Peter Podany, MD; Rita Abi-Raad, MD; Andrea Barbieri, MD; James Garritano; Manju L. Prasad, MD; Guoping Cai, MD; Adebowale J. Adeniran, MD; Syed M. Gilani, MD


Am J Clin Pathol. 2022;157(4):608-619. 

In This Article

Abstract and Introduction


Objectives: Anaplastic thyroid carcinoma (ATC) is an aggressive malignancy, and early diagnosis, often aided by fine-needle aspiration (FNA), is key to improving patient prognosis. While the current literature describes some of the cytologic features (CFs) of this entity, a comprehensive examination of the CFs has not yet been performed.

Methods: We retrospectively searched our electronic database for ATC cases with available slides between January 2008 and December 2019. Cases were examined for 22 CFs and compared with a control group of differentiated thyroid carcinoma.

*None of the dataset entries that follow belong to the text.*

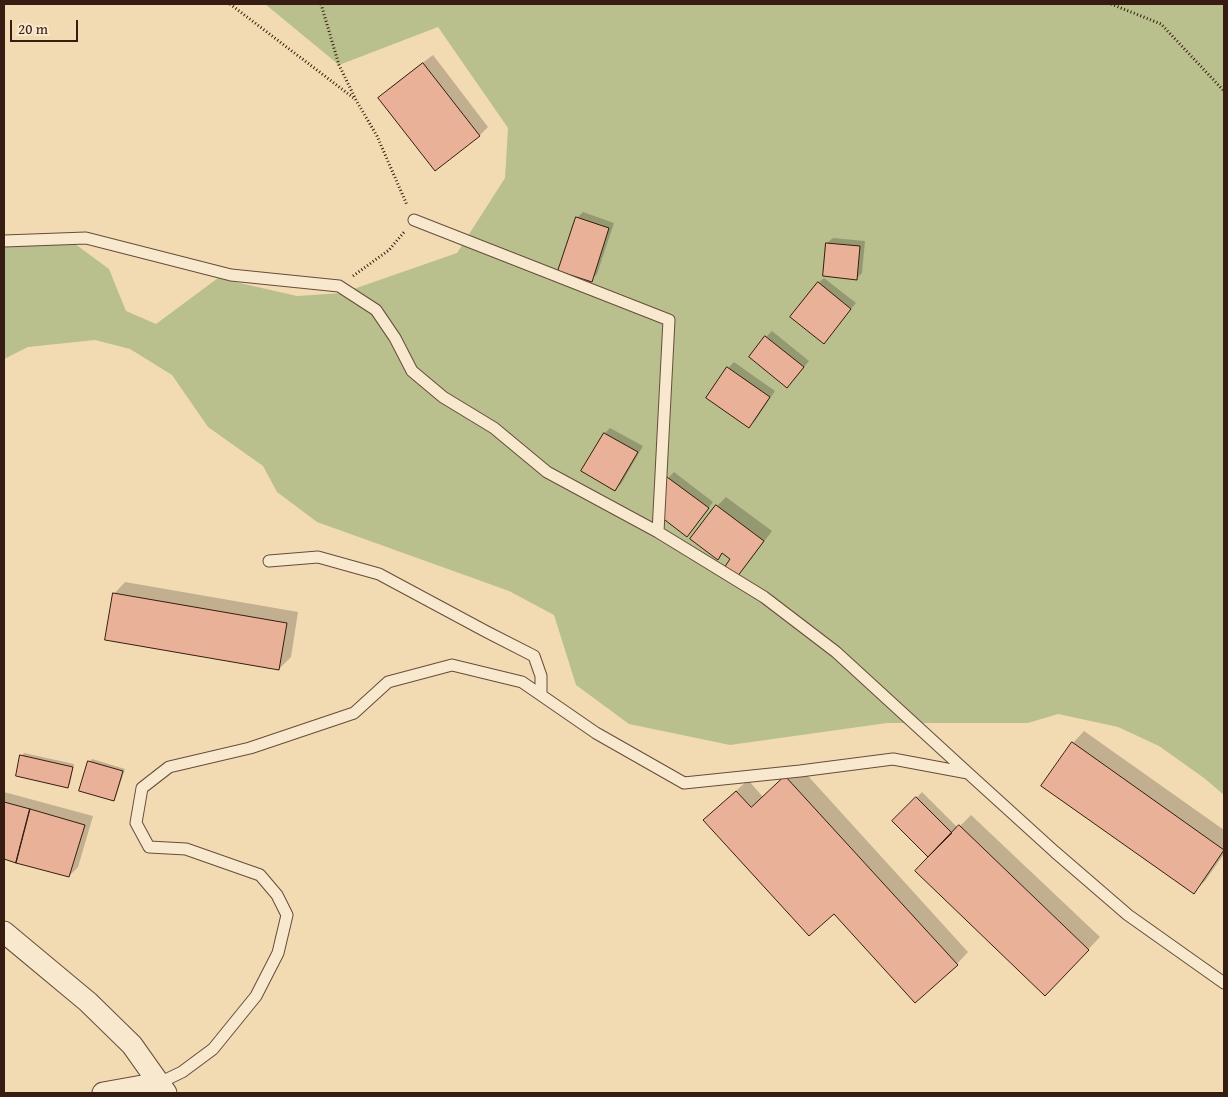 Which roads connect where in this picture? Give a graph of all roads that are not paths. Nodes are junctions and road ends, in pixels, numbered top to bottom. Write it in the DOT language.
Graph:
graph roads {
  1 [pos="414,220"];
  2 [pos="4,241"];
  3 [pos="658,532"];
  4 [pos="269,561"];
  5 [pos="540,695"];
  6 [pos="968,773"];
  7 [pos="4,932"];
  8 [pos="1224,983"];
  9 [pos="162,1088"];
  10 [pos="103,1093"];
  1 -- 3 [label="lane"];
  2 -- 3 [label="lane"];
  3 -- 6 [label="lane"];
  4 -- 5 [label="lane"];
  5 -- 6 [label="lane"];
  5 -- 9 [label="lane"];
  6 -- 8 [label="lane"];
  7 -- 9 [label="street"];
  9 -- 10 [label="street"];
}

Results: A total of 18 ATC cases meeting our inclusion criteria were identified. Most cases showed moderate to high cellularity (83%) and epithelioid cytomorphology (83%). Architecture included either predominantly groups/clusters of tumor cells (56%) or single tumor cells (44%). The other CFs were as follows: nuclear enlargement (100%), nuclear crowding (89%), nuclear membrane irregularities (100%), multinucleated tumor cells (33%), and background acute inflammatory cells (50%). Of the CFs examined, statistically significant differences between ATC and the control groups were found in the following: nuclear pleomorphism, coarse/clumped chromatin, macronucleoli, apoptosis, and necrosis.

Conclusions: Identification of key CFs in FNA coupled with the clinical history aids in the diagnosis of ATC and helps distinguish it from other mimickers.


Anaplastic thyroid carcinoma (ATC) is one of the most aggressive thyroid malignancies and is associated with low overall survival rates.[1] It typically presents as a rapidly enlarging thyroid mass most often affecting patients during the sixth and seventh decades of life.[2] ATC can either arise de novo or in a background of differentiated thyroid carcinoma (DTC), typically papillary thyroid carcinoma (PTC). It is essential to appropriately evaluate and diagnose these cases in a timely manner, as patients with ATC with smaller tumor size (<5 cm) and without any nodal disease have better median survival rates compared with patients with larger tumor size (>5 cm) or disease metastatic to the lymph nodes.[3] Fine-needle aspiration (FNA) cytology plays an important role in the assessment and diagnosis of thyroid lesions, including ATC.[4] Some of the cytologic features of ATC have been described in previously published studies, but a comprehensive evaluation of cytologic features has yet to be performed.[5,6] The cytologic features evaluated in this study are more comprehensive than those reported in previous studies.